## ABOUT THIS EXERCISE:
Copy each line below in which the string "roads" appears.
··· ENTRIES SUPPLIED
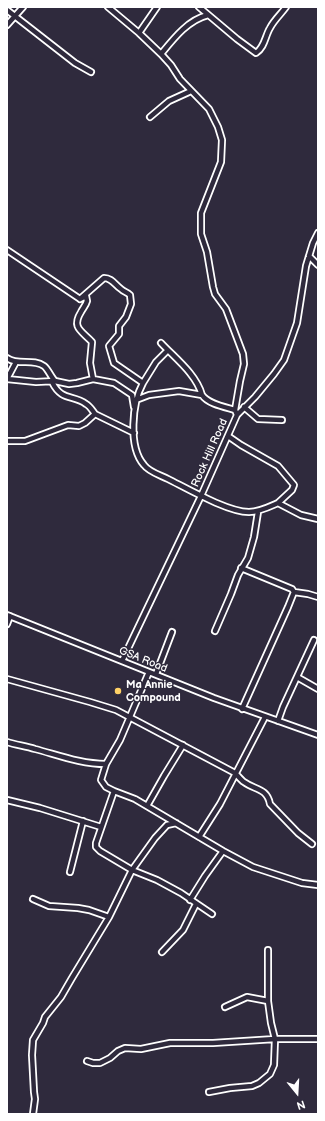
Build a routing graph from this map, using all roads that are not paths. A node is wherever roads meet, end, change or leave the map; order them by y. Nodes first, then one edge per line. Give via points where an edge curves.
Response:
1 (23, 7) edge
2 (108, 7) edge
3 (157, 7) edge
4 (199, 7) edge
5 (286, 7) edge
6 (7, 10) edge
7 (208, 15) junction
8 (15, 16) junction
9 (7, 25) edge
10 (139, 33) junction
11 (161, 54) junction
12 (91, 72) dead end
13 (192, 91) junction
14 (150, 116) dead end
15 (318, 233) edge
16 (7, 250) edge
17 (309, 256) junction
18 (318, 265) edge
19 (80, 299) junction
20 (161, 343) dead end
21 (168, 350) junction
22 (7, 358) edge
23 (16, 362) junction
24 (93, 379) junction
25 (53, 382) junction
26 (143, 383) junction
27 (202, 395) junction
28 (136, 400) junction
29 (244, 407) junction
30 (134, 408) junction
31 (236, 413) junction
32 (95, 414) junction
33 (282, 420) dead end
34 (134, 433) junction
35 (228, 436) junction
36 (7, 441) edge
37 (201, 496) junction
38 (278, 503) junction
39 (258, 512) junction
40 (318, 519) edge
41 (241, 568) junction
42 (294, 592) junction
43 (318, 597) edge
44 (9, 616) edge
45 (7, 624) edge
46 (215, 630) dead end
47 (172, 632) dead end
48 (314, 640) dead end
49 (122, 661) junction
50 (149, 672) junction
51 (156, 674) junction
52 (297, 677) junction
53 (7, 679) edge
54 (318, 689) edge
55 (242, 709) junction
56 (265, 717) junction
57 (130, 718) junction
58 (278, 722) junction
59 (318, 735) edge
60 (7, 742) edge
61 (183, 745) junction
62 (106, 764) junction
63 (235, 773) junction
64 (114, 791) junction
65 (7, 800) edge
66 (147, 806) junction
67 (169, 819) junction
68 (83, 821) junction
69 (176, 823) junction
70 (167, 825) junction
71 (101, 827) junction
72 (199, 836) junction
73 (312, 844) dead end
74 (223, 851) junction
75 (132, 870) junction
76 (70, 872) dead end
77 (318, 885) edge
78 (33, 899) dead end
79 (190, 900) junction
80 (196, 904) junction
81 (212, 914) dead end
82 (108, 917) junction
83 (268, 950) dead end
84 (162, 952) dead end
85 (268, 1001) junction
86 (225, 1007) dead end
87 (275, 1039) junction
88 (318, 1039) edge
89 (86, 1061) dead end
90 (208, 1092) dead end
91 (33, 1114) edge

1 - 8 street
2 - 10 street
3 - 10 street
4 - 7 street
5 - 7 street via 269,28 264,42 256,53
6 - 8 street
7 - 11 street via 187,26
8 - 9 street
8 - 12 street via 75,63
10 - 11 street
11 - 13 street
13 - 14 street via 169,101
13 - 31 street via 209,109 222,140 221,162 201,213 201,234 215,294 226,309 243,354 244,364
15 - 17 street, Rock Hill Road
16 - 19 street
17 - 18 street
17 - 29 street, Rock Hill Road via 297,323 284,360 260,392
19 - 24 street via 86,296 87,301 76,323 92,342 90,363
19 - 26 street via 104,278 110,279 130,295 129,310 119,326 119,334 109,346 114,363
20 - 21 street
21 - 26 street via 156,362
21 - 27 street via 188,370 199,385
22 - 23 street
23 - 25 street via 44,366
23 - 25 street via 7,378
24 - 25 street via 73,384
24 - 30 street via 114,383 132,394
25 - 32 street via 62,394 88,404
26 - 28 street
27 - 28 street via 179,391 149,395
27 - 31 street via 203,398
28 - 30 street
29 - 31 street, Rock Hill Road
29 - 33 street via 258,419
30 - 34 street
31 - 35 street, Rock Hill Road
32 - 34 street
32 - 36 street via 79,426 68,425 25,440
34 - 37 street via 135,447 144,466
35 - 37 street, Rock Hill Road
35 - 38 street via 278,466 294,485
37 - 39 street via 241,512
37 - 49 street, Rock Hill Road
38 - 39 street
38 - 40 street via 301,515
39 - 41 street via 254,537
41 - 42 street
41 - 46 street
42 - 43 street
42 - 55 street
44 - 45 street
44 - 49 street, GSA Road
47 - 51 street
48 - 52 street
49 - 50 street, GSA Road
50 - 51 street, GSA Road
50 - 57 street
51 - 55 street, GSA Road
52 - 54 street
52 - 58 street
53 - 57 street via 116,710
55 - 56 street, GSA Road
56 - 58 street, GSA Road
56 - 63 street
57 - 61 street
57 - 62 street
58 - 59 street, GSA Road
60 - 62 street via 68,759
61 - 63 street
61 - 66 street
62 - 64 street via 101,780
63 - 72 street via 220,804
63 - 73 street via 243,782 265,793 270,804
64 - 66 street
64 - 71 street
65 - 68 street
66 - 67 street
67 - 69 street
67 - 70 street
68 - 71 street
68 - 76 street
69 - 70 street
69 - 72 street
70 - 75 street
71 - 75 street via 96,847
72 - 74 street
74 - 77 street via 269,873
74 - 79 street
75 - 79 street via 157,880
75 - 82 street
78 - 82 street via 49,906 89,910
79 - 80 street
80 - 81 street
80 - 84 street via 183,930
82 - 91 street via 61,997 44,1017 34,1040
83 - 85 street
85 - 86 street via 247,997
85 - 87 street
87 - 88 street
87 - 89 street via 170,1043 141,1049 125,1048 100,1063
87 - 90 street via 274,1066 270,1074 259,1083

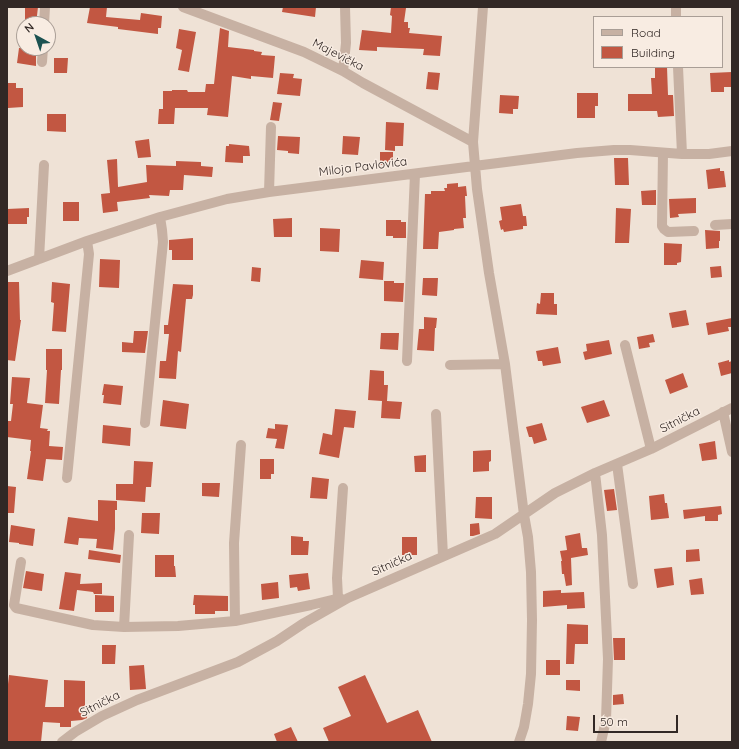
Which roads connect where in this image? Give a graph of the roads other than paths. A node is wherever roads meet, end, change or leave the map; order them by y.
1 (183, 7) edge
2 (345, 7) edge
3 (483, 7) edge
4 (42, 56) edge
5 (42, 62) dead end
6 (678, 68) edge
7 (342, 71) junction
8 (271, 127) dead end
9 (474, 142) junction
10 (732, 151) edge
11 (663, 153) junction
12 (682, 154) junction
13 (44, 166) dead end
14 (475, 166) junction
15 (415, 174) junction
16 (268, 192) junction
17 (160, 217) junction
18 (732, 224) edge
19 (715, 225) dead end
20 (694, 231) dead end
21 (87, 241) junction
22 (39, 259) junction
23 (7, 271) edge
24 (625, 345) dead end
25 (407, 361) dead end
26 (505, 364) junction
27 (450, 365) dead end
28 (728, 410) edge
29 (436, 414) dead end
30 (145, 422) dead end
31 (241, 445) dead end
32 (651, 449) junction
33 (732, 452) edge
34 (617, 464) junction
35 (595, 473) junction
36 (67, 478) dead end
37 (343, 488) dead end
38 (524, 515) junction
39 (129, 535) dead end
40 (443, 556) junction
41 (21, 562) dead end
42 (633, 584) dead end
43 (343, 598) junction
44 (235, 621) junction
45 (124, 627) junction
46 (62, 742) edge
47 (519, 742) edge
48 (601, 742) edge

1 - 7 street, Majevička
2 - 7 street
3 - 9 street
4 - 5 street
6 - 12 street
7 - 9 street, Majevička
8 - 16 street
9 - 14 street
10 - 12 street, Miloja Pavlovića
11 - 12 street, Miloja Pavlovića
11 - 14 street, Miloja Pavlovića
11 - 20 street
13 - 22 street
14 - 15 street, Miloja Pavlovića
14 - 26 street
15 - 16 street, Miloja Pavlovića
15 - 25 street
16 - 17 street, Miloja Pavlovića
17 - 21 street, Miloja Pavlovića
17 - 30 street
18 - 19 street
21 - 22 street, Miloja Pavlovića
21 - 36 street
22 - 23 street, Miloja Pavlovića
24 - 32 street
26 - 27 street
26 - 38 street
28 - 32 street, Sitnička
28 - 33 street
29 - 40 street
31 - 44 street
32 - 34 street, Sitnička
34 - 35 street, Sitnička
34 - 42 street
35 - 38 street, Sitnička
35 - 48 street
37 - 43 street
38 - 40 street, Sitnička
38 - 47 street
39 - 45 street
40 - 43 street, Sitnička
41 - 45 street
43 - 44 street
43 - 46 street, Sitnička
44 - 45 street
······
## RESULT OF THIS EXERCISE:
Build a routing graph from this map, using all roads that are not paths. A node is wherever roads meet, end, change or leave the map; order them by y. Nodes first, then one edge per line. Give via points where an edge curves.
Which roads connect where in this image? Give a graph of the roads other than paths. A node is wherever roads meet, end, change or leave the map; order them by y.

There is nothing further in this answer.